> Your goal: All of the data must be printed exactly; please include every line.
=== Records for the task ===
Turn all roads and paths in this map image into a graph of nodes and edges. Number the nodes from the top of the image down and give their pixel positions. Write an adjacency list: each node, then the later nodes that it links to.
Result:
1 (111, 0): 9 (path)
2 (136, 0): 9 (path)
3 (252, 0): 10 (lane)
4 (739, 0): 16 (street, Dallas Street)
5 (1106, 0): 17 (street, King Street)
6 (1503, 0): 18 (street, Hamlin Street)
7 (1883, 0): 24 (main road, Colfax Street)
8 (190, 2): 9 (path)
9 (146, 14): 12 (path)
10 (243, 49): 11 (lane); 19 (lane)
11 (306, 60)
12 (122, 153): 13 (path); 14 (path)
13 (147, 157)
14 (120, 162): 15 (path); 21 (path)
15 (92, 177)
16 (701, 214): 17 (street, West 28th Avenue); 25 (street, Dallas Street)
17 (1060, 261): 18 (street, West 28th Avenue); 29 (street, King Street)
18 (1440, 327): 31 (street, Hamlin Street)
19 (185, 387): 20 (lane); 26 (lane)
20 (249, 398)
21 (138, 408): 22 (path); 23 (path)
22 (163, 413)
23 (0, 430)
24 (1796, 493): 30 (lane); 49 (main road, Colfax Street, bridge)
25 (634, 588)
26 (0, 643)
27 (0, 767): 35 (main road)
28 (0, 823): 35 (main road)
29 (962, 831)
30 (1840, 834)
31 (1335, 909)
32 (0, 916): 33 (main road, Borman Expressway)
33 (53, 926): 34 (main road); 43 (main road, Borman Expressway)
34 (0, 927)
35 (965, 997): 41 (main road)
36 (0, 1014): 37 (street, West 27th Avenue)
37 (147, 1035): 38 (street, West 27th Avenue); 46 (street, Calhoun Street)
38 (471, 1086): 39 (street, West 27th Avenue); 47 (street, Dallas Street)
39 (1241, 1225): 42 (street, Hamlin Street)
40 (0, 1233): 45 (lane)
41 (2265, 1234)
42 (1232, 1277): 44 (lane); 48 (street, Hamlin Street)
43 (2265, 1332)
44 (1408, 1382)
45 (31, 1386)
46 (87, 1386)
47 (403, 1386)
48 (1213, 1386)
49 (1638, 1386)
===
> Written answer:
Turn all roads and paths in this map image into a graph of nodes and edges. Number the nodes from the top of the image down and give their pixel positions. Write an adjacency list: each node, then the later nodes that it links to.
Result:
1 (111, 0): 9 (path)
2 (136, 0): 9 (path)
3 (252, 0): 10 (lane)
4 (739, 0): 16 (street, Dallas Street)
5 (1106, 0): 17 (street, King Street)
6 (1503, 0): 18 (street, Hamlin Street)
7 (1883, 0): 24 (main road, Colfax Street)
8 (190, 2): 9 (path)
9 (146, 14): 12 (path)
10 (243, 49): 11 (lane); 19 (lane)
11 (306, 60)
12 (122, 153): 13 (path); 14 (path)
13 (147, 157)
14 (120, 162): 15 (path); 21 (path)
15 (92, 177)
16 (701, 214): 17 (street, West 28th Avenue); 25 (street, Dallas Street)
17 (1060, 261): 18 (street, West 28th Avenue); 29 (street, King Street)
18 (1440, 327): 31 (street, Hamlin Street)
19 (185, 387): 20 (lane); 26 (lane)
20 (249, 398)
21 (138, 408): 22 (path); 23 (path)
22 (163, 413)
23 (0, 430)
24 (1796, 493): 30 (lane); 49 (main road, Colfax Street, bridge)
25 (634, 588)
26 (0, 643)
27 (0, 767): 35 (main road)
28 (0, 823): 35 (main road)
29 (962, 831)
30 (1840, 834)
31 (1335, 909)
32 (0, 916): 33 (main road, Borman Expressway)
33 (53, 926): 34 (main road); 43 (main road, Borman Expressway)
34 (0, 927)
35 (965, 997): 41 (main road)
36 (0, 1014): 37 (street, West 27th Avenue)
37 (147, 1035): 38 (street, West 27th Avenue); 46 (street, Calhoun Street)
38 (471, 1086): 39 (street, West 27th Avenue); 47 (street, Dallas Street)
39 (1241, 1225): 42 (street, Hamlin Street)
40 (0, 1233): 45 (lane)
41 (2265, 1234)
42 (1232, 1277): 44 (lane); 48 (street, Hamlin Street)
43 (2265, 1332)
44 (1408, 1382)
45 (31, 1386)
46 (87, 1386)
47 (403, 1386)
48 (1213, 1386)
49 (1638, 1386)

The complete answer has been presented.